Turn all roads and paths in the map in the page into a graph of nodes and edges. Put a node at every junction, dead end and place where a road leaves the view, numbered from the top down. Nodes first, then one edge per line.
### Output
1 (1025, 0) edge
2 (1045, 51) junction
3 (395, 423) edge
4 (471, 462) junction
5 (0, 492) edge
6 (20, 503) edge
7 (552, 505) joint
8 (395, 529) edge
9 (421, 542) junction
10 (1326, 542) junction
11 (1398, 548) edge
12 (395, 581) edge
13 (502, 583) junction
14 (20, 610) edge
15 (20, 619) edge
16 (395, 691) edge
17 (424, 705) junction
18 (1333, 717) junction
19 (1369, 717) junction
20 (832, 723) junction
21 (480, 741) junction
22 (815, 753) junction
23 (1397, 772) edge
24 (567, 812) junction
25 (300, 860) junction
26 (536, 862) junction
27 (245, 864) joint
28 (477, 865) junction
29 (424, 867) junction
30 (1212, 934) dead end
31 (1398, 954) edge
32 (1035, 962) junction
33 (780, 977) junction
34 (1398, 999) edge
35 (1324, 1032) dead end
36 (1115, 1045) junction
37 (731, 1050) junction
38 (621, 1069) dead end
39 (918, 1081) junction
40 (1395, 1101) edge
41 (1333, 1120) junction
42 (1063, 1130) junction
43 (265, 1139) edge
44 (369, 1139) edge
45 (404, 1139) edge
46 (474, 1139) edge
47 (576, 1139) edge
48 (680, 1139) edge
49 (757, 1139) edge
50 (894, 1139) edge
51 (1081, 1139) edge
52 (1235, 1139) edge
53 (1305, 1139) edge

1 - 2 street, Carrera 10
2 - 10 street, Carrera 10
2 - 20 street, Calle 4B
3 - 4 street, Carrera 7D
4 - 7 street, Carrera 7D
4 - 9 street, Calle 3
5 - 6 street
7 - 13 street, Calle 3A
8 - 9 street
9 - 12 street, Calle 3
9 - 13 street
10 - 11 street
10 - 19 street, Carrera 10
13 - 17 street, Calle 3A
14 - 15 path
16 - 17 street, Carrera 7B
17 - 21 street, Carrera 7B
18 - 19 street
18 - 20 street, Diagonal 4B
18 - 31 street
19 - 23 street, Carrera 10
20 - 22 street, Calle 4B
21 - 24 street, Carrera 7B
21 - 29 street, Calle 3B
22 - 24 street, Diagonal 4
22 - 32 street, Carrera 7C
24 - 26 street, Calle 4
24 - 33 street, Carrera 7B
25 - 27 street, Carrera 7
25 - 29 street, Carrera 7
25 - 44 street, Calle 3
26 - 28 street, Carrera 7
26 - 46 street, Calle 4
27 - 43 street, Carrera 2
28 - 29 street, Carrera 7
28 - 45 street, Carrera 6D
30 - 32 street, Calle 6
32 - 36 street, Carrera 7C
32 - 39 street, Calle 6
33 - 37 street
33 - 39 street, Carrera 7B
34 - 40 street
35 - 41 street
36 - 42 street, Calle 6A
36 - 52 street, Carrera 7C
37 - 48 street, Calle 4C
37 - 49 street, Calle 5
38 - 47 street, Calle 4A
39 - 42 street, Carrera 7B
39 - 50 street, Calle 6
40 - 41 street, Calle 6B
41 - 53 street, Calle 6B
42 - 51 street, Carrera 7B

.....

Where the string "Diagonal" turns up in a line of the data above, copy that whole line.

18 - 20 street, Diagonal 4B
22 - 24 street, Diagonal 4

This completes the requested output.